The plea for the right to work after six months is endorsed by no fewer than 200 non-profit organisations. This is a very modest and widely supported proposal. Even Sajid Javid recognised in 2019 that it is time for reform. The coalition of these 200 organisations wants the six-month reform combined with the ending of the restriction on asylum seekers from applying for jobs not on the incredibly narrow and restrictive list of highly skilled professions on the Government’s shortage occupations list. I strongly support the abolition of this restriction, which was introduced only in 2010. That is telling; we seemed to manage pretty well before that.

Now, in effect, asylum seekers are rarely enabled to work. Does the Minister really believe that this is morally right and economically sensible? As Sajid Javid recognised, reform should no longer be delayed. Reform would enable asylum seekers to begin to integrate, to support themselves and live with dignity, to support their children to lead healthy, productive lives and, very importantly, to avoid the very real risk of exploitation and modern slavery.

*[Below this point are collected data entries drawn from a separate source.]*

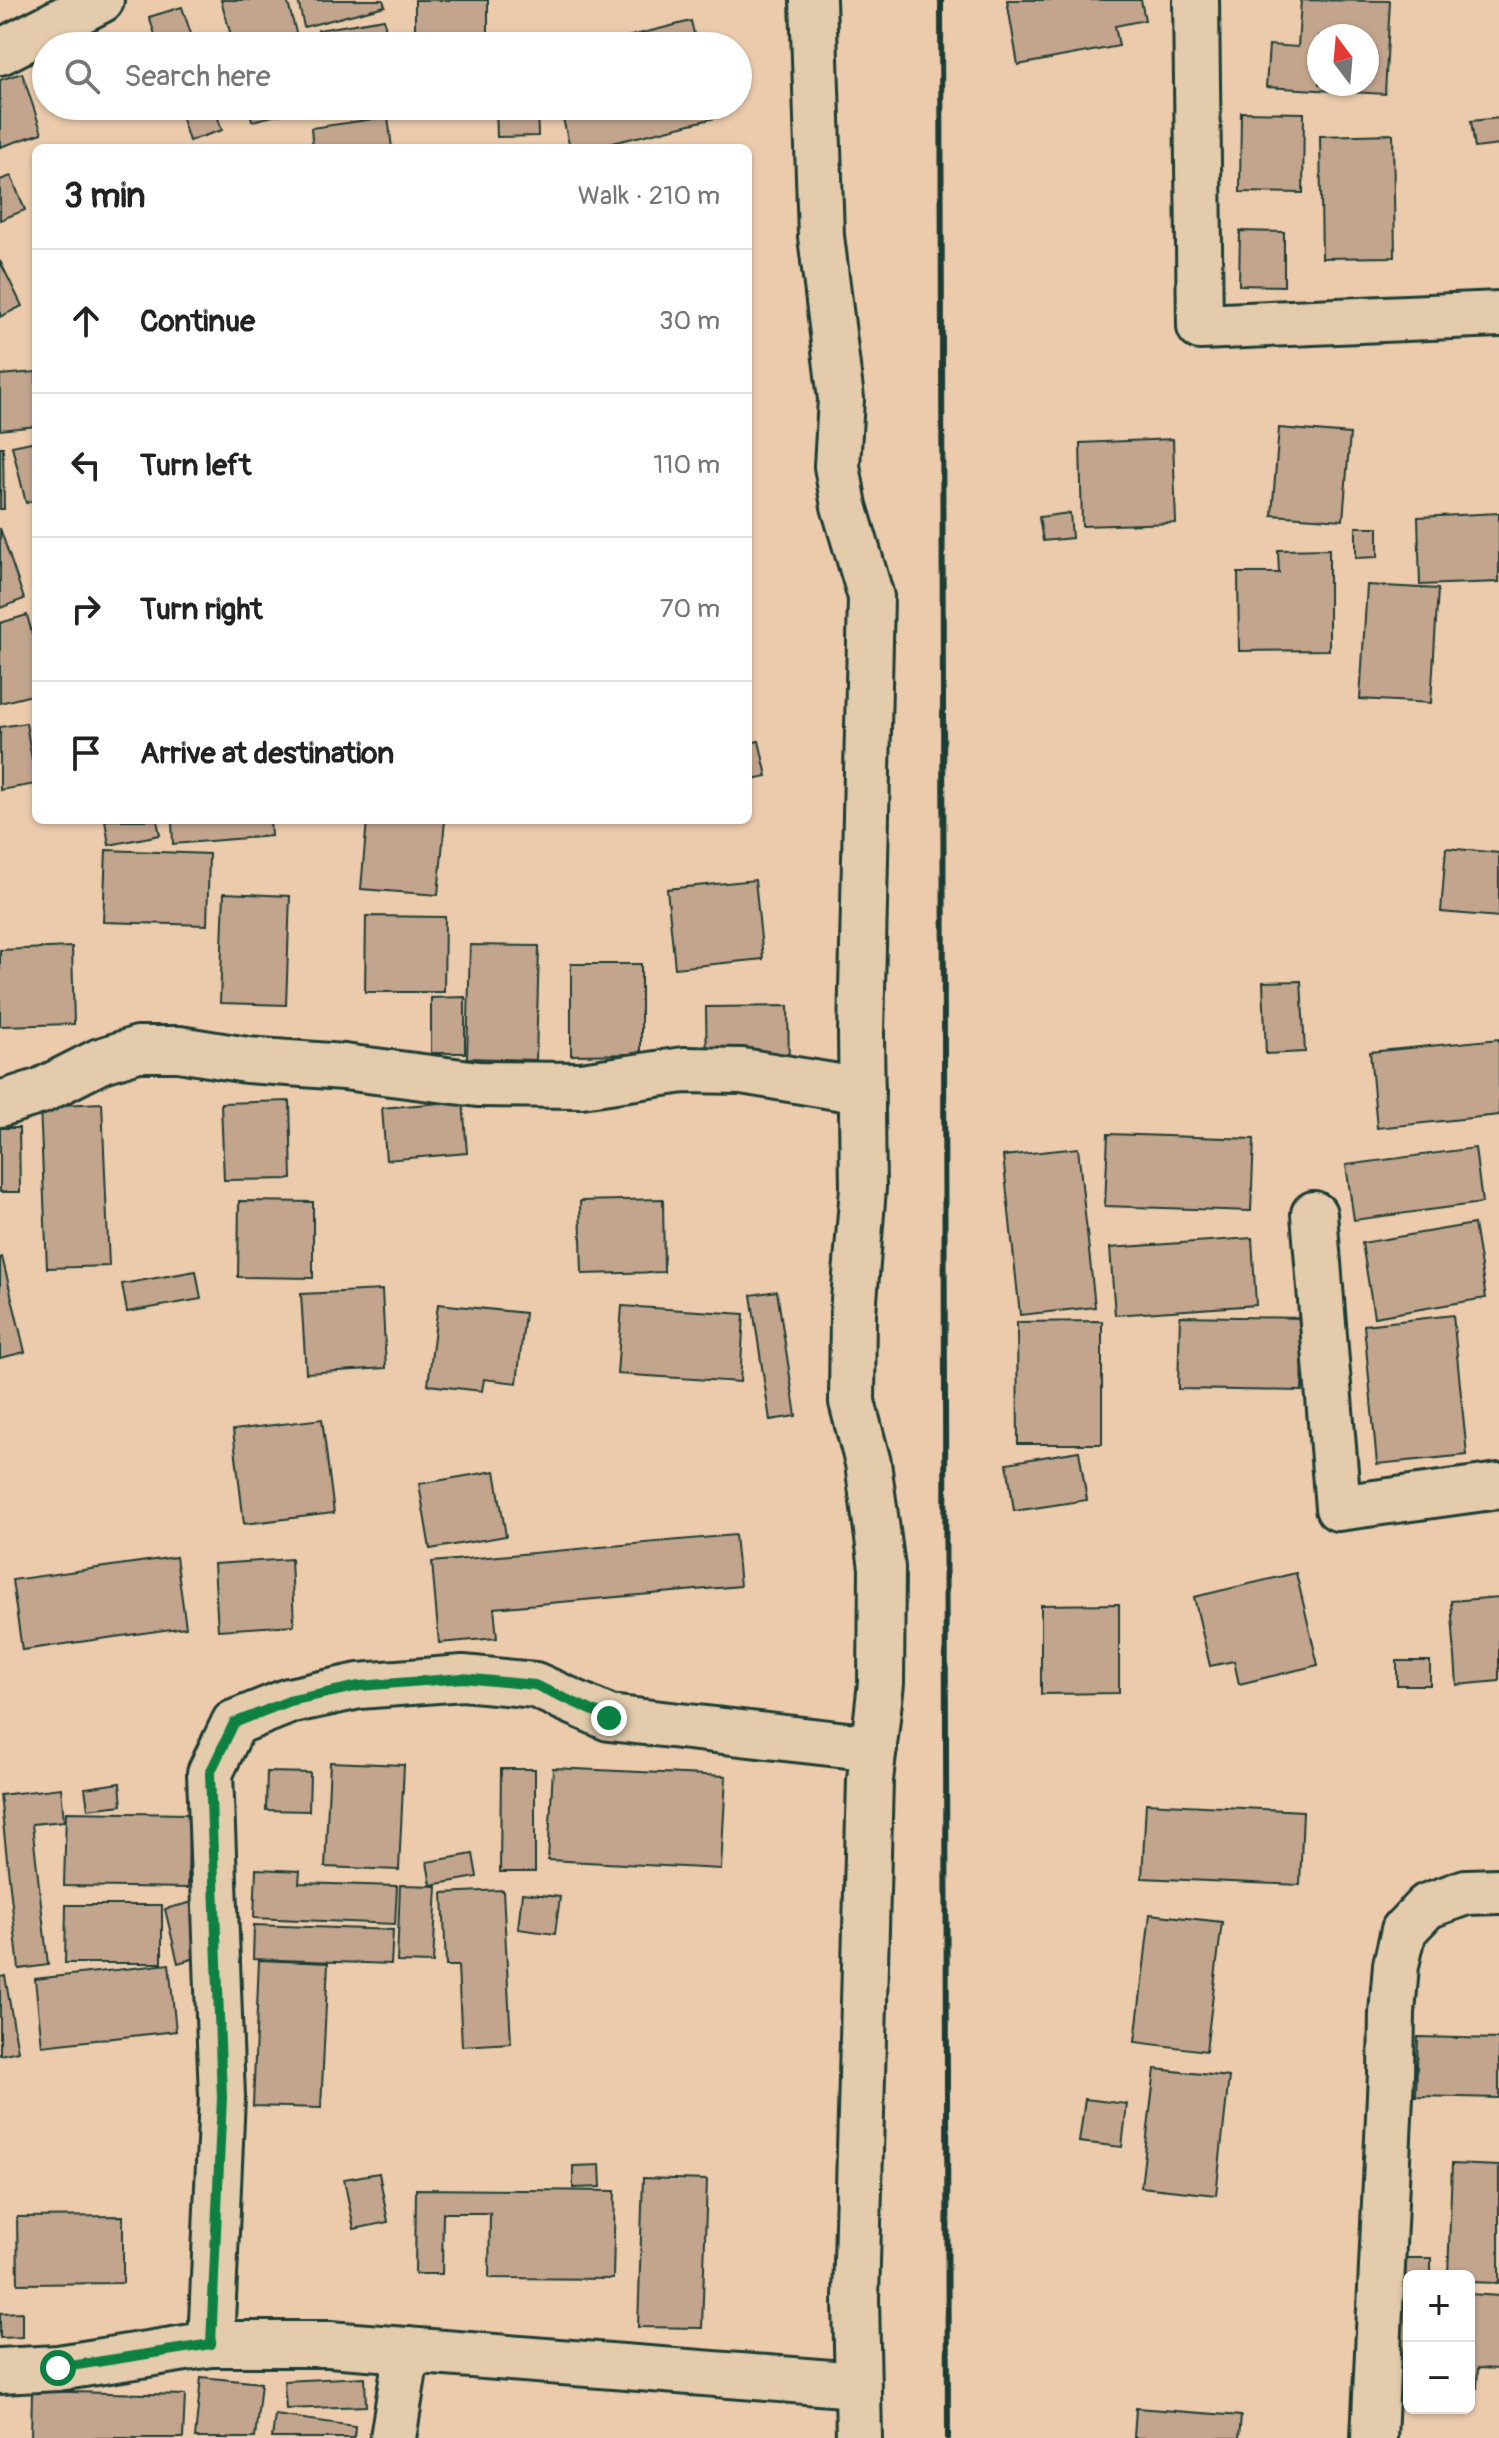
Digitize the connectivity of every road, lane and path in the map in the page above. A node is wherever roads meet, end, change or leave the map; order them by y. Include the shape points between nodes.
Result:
1 (101, 0) edge
2 (813, 0) edge
3 (1196, 0) edge
4 (39, 32) edge
5 (32, 36) edge
6 (0, 52) edge
7 (1499, 314) edge
8 (862, 1091) junction
9 (0, 1104) edge
10 (1314, 1214) dead end
11 (1499, 1486) edge
12 (874, 1748) junction
13 (1499, 1891) edge
14 (211, 2344) junction
15 (407, 2350) junction
16 (0, 2371) edge
17 (857, 2385) junction
18 (393, 2438) edge
19 (859, 2438) edge
20 (1374, 2438) edge

1 - 4 street
2 - 8 street via 821,236 841,399 837,466 871,597
3 - 7 street via 1200,327
5 - 6 street
8 - 9 street via 742,1071 684,1070 581,1085 478,1084 179,1049 138,1049
8 - 12 street via 863,1188 852,1402 868,1463 882,1568 881,1683
10 - 11 street via 1338,1508
12 - 14 street via 609,1718 535,1685 463,1678 359,1686 289,1701 234,1723 210,1773 222,2097
12 - 17 street
13 - 20 street via 1466,1892 1427,1906 1404,1930 1396,1965
14 - 15 street
14 - 16 street via 58,2368
15 - 17 street
15 - 18 street
17 - 19 street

We would all benefit too. The coalition of 200 organisations calculates that taxpayers would save £97.8 million if asylum seekers were enabled to work from six months. In 2019 it polled over 1,000 businesses for their view on whether asylum seekers should have the right to work. Some 67% of those employers agreed that they should, and a similar number believed it would ease the UK’s skills shortages. There is also huge public support for the right to work after six months. The Government would really have a great political benefit if they would only accept this amendment.